Data for this exercise Start Marker

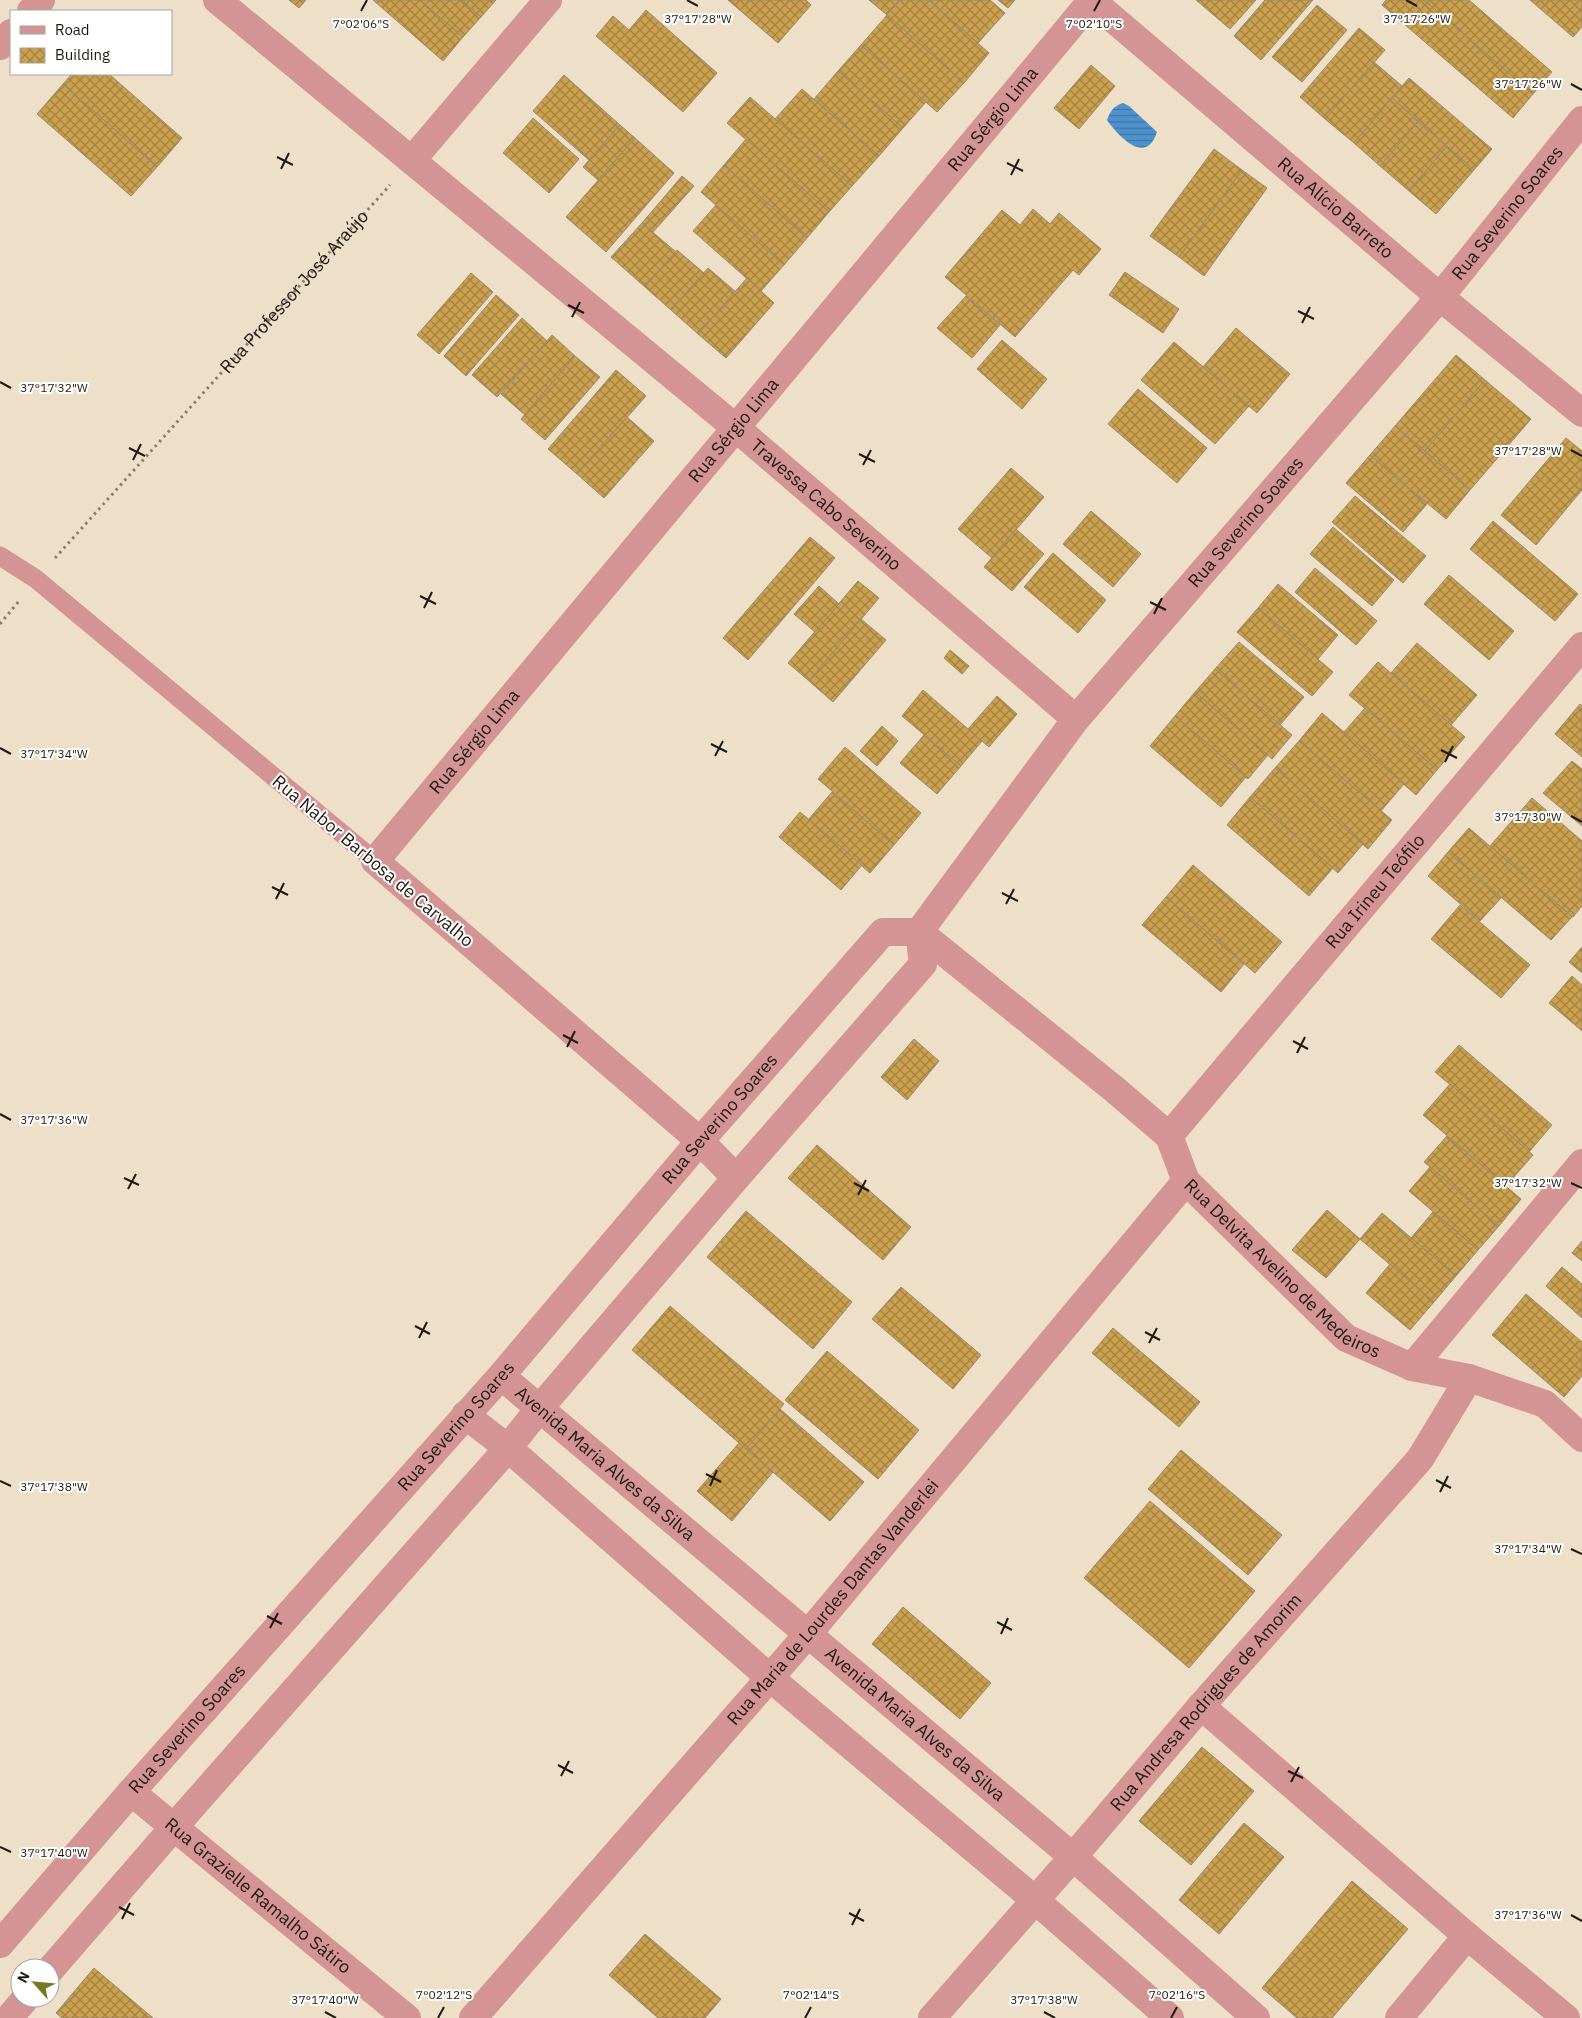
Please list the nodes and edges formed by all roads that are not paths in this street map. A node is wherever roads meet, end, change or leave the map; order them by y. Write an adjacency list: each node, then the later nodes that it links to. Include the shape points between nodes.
1 (40, 0): 5 (street)
2 (217, 0): 7 (street, Travessa Cabo Severino)
3 (548, 0): 7 (street)
4 (1092, 0): 8 (street, Rua Alício Barreto); 10 (street, Rua Sérgio Lima)
5 (31, 10)
6 (1582, 120): 8 (street, Rua Severino Soares)
7 (412, 160): 10 (street, Travessa Cabo Severino)
8 (1440, 297): 9 (street, Rua Alício Barreto); 13 (street, Rua Severino Soares)
9 (1582, 413)
10 (736, 428): 13 (street, Travessa Cabo Severino); 14 (street, Rua Sérgio Lima)
11 (0, 556): 14 (lane, Rua Nabor Barbosa de Carvalho, via 36,579)
12 (1582, 646): 16 (street, Rua Irineu Teófilo)
13 (1076, 719): 15 (street, Rua Severino Soares)
14 (375, 860): 17 (street, Rua Nabor Barbosa de Carvalho)
15 (919, 932): 16 (street); 17 (street, Rua Severino Soares, via 882,932); 19 (street, via 923,964)
16 (1169, 1136): 20 (street, Rua Delvita Avelino de Medeiros)
17 (700, 1141): 19 (street, Rua Nabor Barbosa de Carvalho); 22 (street, Rua Severino Soares)
18 (1582, 1163): 21 (street)
19 (736, 1178): 24 (street)
20 (1186, 1182): 21 (street, Rua Delvita Avelino de Medeiros, via 1346,1338); 28 (street, Rua Maria de Lourdes Dantas Vanderlei)
21 (1412, 1367): 23 (street, Rua Delvita Avelino de Medeiros)
22 (501, 1376): 24 (street, Avenida Maria Alves da Silva); 25 (street, Rua Severino Soares)
23 (1468, 1378): 26 (street, Rua Delvita Avelino de Medeiros, via 1545,1404); 30 (street, Rua Andresa Rodrigues de Amorim, via 1420,1459)
24 (539, 1409): 27 (street); 28 (street, Avenida Maria Alves da Silva)
25 (465, 1415): 27 (street); 31 (street, Rua Severino Soares)
26 (1582, 1438)
27 (508, 1448): 29 (street); 32 (street)
28 (808, 1634): 29 (street, Rua Maria de Lourdes Dantas Vanderlei); 33 (street, Avenida Maria Alves da Silva)
29 (770, 1678): 34 (street); 39 (street, Rua Maria de Lourdes Dantas Vanderlei)
30 (1201, 1706): 33 (street, Rua Andresa Rodrigues de Amorim); 35 (street)
31 (131, 1792): 32 (street, Rua Grazielle Ramalho Sátiro); 36 (street, Rua Severino Soares)
32 (174, 1827): 37 (street); 38 (street, Rua Grazielle Ramalho Sátiro)
33 (1073, 1857): 34 (street, Rua Andresa Rodrigues de Amorim); 42 (street, Avenida Maria Alves da Silva)
34 (1035, 1900): 40 (street, Rua Andresa Rodrigues de Amorim); 41 (street)
35 (1467, 1936): 43 (street); 44 (street)
36 (0, 1944)
37 (60, 1958)
38 (407, 2018)
39 (473, 2018)
40 (932, 2018)
41 (1170, 2018)
42 (1256, 2018)
43 (1399, 2018)
44 (1566, 2018)

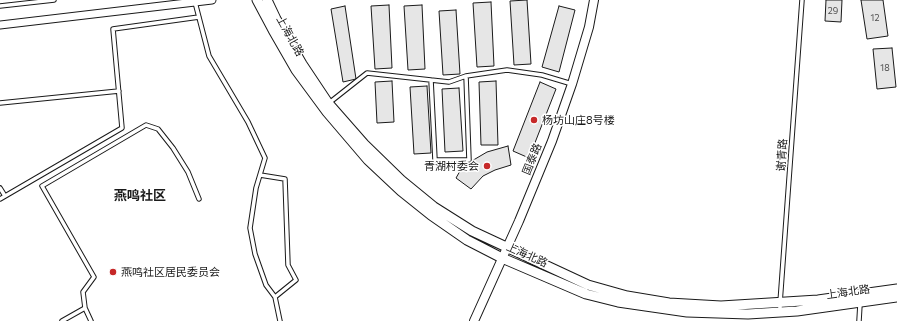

Data for this exercise End Marker

● **About this task**: Could every entry above be printed again exactly, images excluded?

● **Result for this task**:
Please list the nodes and edges formed by all roads that are not paths in this street map. A node is wherever roads meet, end, change or leave the map; order them by y. Write an adjacency list: each node, then the later nodes that it links to. Include the shape points between nodes.
1 (40, 0): 5 (street)
2 (217, 0): 7 (street, Travessa Cabo Severino)
3 (548, 0): 7 (street)
4 (1092, 0): 8 (street, Rua Alício Barreto); 10 (street, Rua Sérgio Lima)
5 (31, 10)
6 (1582, 120): 8 (street, Rua Severino Soares)
7 (412, 160): 10 (street, Travessa Cabo Severino)
8 (1440, 297): 9 (street, Rua Alício Barreto); 13 (street, Rua Severino Soares)
9 (1582, 413)
10 (736, 428): 13 (street, Travessa Cabo Severino); 14 (street, Rua Sérgio Lima)
11 (0, 556): 14 (lane, Rua Nabor Barbosa de Carvalho, via 36,579)
12 (1582, 646): 16 (street, Rua Irineu Teófilo)
13 (1076, 719): 15 (street, Rua Severino Soares)
14 (375, 860): 17 (street, Rua Nabor Barbosa de Carvalho)
15 (919, 932): 16 (street); 17 (street, Rua Severino Soares, via 882,932); 19 (street, via 923,964)
16 (1169, 1136): 20 (street, Rua Delvita Avelino de Medeiros)
17 (700, 1141): 19 (street, Rua Nabor Barbosa de Carvalho); 22 (street, Rua Severino Soares)
18 (1582, 1163): 21 (street)
19 (736, 1178): 24 (street)
20 (1186, 1182): 21 (street, Rua Delvita Avelino de Medeiros, via 1346,1338); 28 (street, Rua Maria de Lourdes Dantas Vanderlei)
21 (1412, 1367): 23 (street, Rua Delvita Avelino de Medeiros)
22 (501, 1376): 24 (street, Avenida Maria Alves da Silva); 25 (street, Rua Severino Soares)
23 (1468, 1378): 26 (street, Rua Delvita Avelino de Medeiros, via 1545,1404); 30 (street, Rua Andresa Rodrigues de Amorim, via 1420,1459)
24 (539, 1409): 27 (street); 28 (street, Avenida Maria Alves da Silva)
25 (465, 1415): 27 (street); 31 (street, Rua Severino Soares)
26 (1582, 1438)
27 (508, 1448): 29 (street); 32 (street)
28 (808, 1634): 29 (street, Rua Maria de Lourdes Dantas Vanderlei); 33 (street, Avenida Maria Alves da Silva)
29 (770, 1678): 34 (street); 39 (street, Rua Maria de Lourdes Dantas Vanderlei)
30 (1201, 1706): 33 (street, Rua Andresa Rodrigues de Amorim); 35 (street)
31 (131, 1792): 32 (street, Rua Grazielle Ramalho Sátiro); 36 (street, Rua Severino Soares)
32 (174, 1827): 37 (street); 38 (street, Rua Grazielle Ramalho Sátiro)
33 (1073, 1857): 34 (street, Rua Andresa Rodrigues de Amorim); 42 (street, Avenida Maria Alves da Silva)
34 (1035, 1900): 40 (street, Rua Andresa Rodrigues de Amorim); 41 (street)
35 (1467, 1936): 43 (street); 44 (street)
36 (0, 1944)
37 (60, 1958)
38 (407, 2018)
39 (473, 2018)
40 (932, 2018)
41 (1170, 2018)
42 (1256, 2018)
43 (1399, 2018)
44 (1566, 2018)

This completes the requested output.